Thanks for the info on Optane, it wasn't part of my initial look, just "would be cool if it works" type of thing, but considering I'm upgrading from 7.2k rpm HDDs any SSD will be a huge performance boost, I just like the M.2 option as there's no cabling to worry about, but I can deal with it if SATA is the way to go
Yeah I don't know anything about hackintoshes and we probably shouldn't discuss them here so as not to get Griff in trouble with Apple's attack lawyers. So Ryzen's B350 and X370 boards are very similar in features except B350 can't do SLI and Crossfire. The current state of SLI and Crossfire is that most game devs don't care about users with more than one GPU in a system.
Right now is actually a really bad time to buy SSDs or RAM. The chips inside them come off the exact same production lines and there are not enough lines to keep up with global demand for SSDs and RAM, plus a factory that makes them got flooded with Nitrogen gas the other day shutting it down for who knows how long. You will pay a premium for any SSD's and RAM.
The best performing SSDs are made by Samsung, the 850 EVO is the best one to get in SATA format and 960 EVO in M.2, don't buy a 850 PRO or 960 PRO as you are paying extra for the extended guaranteed life of the drive and getting slightly lower performance.
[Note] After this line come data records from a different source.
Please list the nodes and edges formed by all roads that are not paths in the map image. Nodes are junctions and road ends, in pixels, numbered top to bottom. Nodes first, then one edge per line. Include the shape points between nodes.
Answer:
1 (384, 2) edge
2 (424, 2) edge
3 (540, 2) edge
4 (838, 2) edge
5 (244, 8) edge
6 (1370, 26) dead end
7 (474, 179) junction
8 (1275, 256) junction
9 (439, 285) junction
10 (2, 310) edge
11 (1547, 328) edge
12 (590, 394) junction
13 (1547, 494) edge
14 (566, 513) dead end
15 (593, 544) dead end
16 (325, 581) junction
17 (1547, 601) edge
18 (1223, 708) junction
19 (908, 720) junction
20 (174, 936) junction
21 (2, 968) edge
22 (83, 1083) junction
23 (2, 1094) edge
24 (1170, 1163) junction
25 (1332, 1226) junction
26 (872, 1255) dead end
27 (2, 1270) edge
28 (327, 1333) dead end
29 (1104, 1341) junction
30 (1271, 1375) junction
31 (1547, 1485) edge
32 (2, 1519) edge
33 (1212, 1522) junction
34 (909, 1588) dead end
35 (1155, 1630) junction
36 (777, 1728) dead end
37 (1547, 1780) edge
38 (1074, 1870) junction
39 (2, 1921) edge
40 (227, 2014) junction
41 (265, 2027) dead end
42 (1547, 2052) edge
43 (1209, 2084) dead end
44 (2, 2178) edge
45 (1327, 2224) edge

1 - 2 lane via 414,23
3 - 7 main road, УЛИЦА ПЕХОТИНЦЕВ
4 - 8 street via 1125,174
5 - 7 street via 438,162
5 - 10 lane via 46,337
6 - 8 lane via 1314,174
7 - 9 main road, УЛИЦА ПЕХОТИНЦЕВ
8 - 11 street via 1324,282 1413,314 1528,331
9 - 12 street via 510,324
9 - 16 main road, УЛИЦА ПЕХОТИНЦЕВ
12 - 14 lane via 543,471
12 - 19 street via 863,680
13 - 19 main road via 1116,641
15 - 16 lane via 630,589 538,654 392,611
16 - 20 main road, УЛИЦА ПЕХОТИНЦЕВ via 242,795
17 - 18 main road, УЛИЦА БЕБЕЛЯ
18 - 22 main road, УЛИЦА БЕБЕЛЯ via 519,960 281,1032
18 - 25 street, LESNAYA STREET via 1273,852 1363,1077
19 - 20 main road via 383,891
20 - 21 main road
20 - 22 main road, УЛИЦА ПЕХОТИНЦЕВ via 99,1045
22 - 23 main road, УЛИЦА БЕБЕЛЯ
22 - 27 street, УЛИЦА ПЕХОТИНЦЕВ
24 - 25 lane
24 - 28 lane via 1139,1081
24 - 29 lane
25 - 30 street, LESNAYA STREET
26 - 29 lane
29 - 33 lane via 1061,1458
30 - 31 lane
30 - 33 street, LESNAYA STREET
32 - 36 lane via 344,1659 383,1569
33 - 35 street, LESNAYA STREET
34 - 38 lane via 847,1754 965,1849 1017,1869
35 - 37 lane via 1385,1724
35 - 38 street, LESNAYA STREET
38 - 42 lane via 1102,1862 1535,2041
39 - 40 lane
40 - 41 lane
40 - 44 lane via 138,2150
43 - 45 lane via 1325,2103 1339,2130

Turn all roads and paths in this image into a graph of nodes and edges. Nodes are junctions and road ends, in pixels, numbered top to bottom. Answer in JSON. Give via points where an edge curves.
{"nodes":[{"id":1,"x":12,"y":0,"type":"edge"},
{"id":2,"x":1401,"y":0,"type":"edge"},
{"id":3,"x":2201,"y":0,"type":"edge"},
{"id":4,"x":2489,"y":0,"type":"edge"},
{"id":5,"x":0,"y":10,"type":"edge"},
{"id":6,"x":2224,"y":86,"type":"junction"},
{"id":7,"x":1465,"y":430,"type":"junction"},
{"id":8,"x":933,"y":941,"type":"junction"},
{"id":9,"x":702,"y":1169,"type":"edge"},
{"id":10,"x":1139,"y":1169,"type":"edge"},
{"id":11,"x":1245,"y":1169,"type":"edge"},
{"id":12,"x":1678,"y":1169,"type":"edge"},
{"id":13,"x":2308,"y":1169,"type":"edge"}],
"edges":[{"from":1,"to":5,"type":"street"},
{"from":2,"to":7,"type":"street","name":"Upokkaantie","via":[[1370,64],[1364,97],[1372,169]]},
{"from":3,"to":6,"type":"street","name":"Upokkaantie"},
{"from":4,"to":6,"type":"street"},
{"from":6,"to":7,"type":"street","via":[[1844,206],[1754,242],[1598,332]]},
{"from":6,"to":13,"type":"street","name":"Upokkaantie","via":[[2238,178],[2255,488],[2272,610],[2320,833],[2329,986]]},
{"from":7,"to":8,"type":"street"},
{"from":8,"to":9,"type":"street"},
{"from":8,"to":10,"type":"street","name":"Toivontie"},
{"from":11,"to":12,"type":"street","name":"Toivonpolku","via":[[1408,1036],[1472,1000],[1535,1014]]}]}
Intel also make great SSDs but they cost more per GB normally, there are some models of Intel SSD that review very badly but they are fine for day to day use, just not a review torture test. Overall Samsung and Intel have an extremely low failure rate compared to the smaller SSD brands like Corsair, Patriot, Kingston, etc.
Also really good idea to not buy a graphics card now. There is a global shortage of them because Bitcoin miners are buying dozens of them at a time right now so unless you are buying a GTX 1080 or GTX 1080 Ti you can't get one for a good price. (1080 and 1080 Ti don't work well for mining)
Just to follow up on Optane. The modules on the market right now are made to only accelerate the HDD that your OS is installed on. If you OS is installed on a SSD instead of a HDD you will find things go slower because the Optane that is out right now is slower than a good SSD.
Goto PC Part Picker, make a i7 build and then make a Ryzen build and post the permalink for each, they don't have to be complete. That's the best way to scope out your build and then I can really find any issues with the build.
EDIT: Here's my systems permalink https://au.pcpartpicker.com/list/BYLfBP
Thanks again for the advice.
Here's my Intel build
and here's the AMD build
If I go the AMD build I'd definitely have to forego using OS X, as the nV card isn't supported until drivers are installed, meaning I'd have to use a second GPU (as I currently do on my Mac Pro) to boot, install drivers, reboot each time I run a version updated. Don't really want to do that. The integrated GPU in the Intel build would be able to handle that, but as you can see, the price is quite different...
EDIT:hmmm, after checking this review for Lightroom performance, looks like saving for the 7700K might still be the way to go.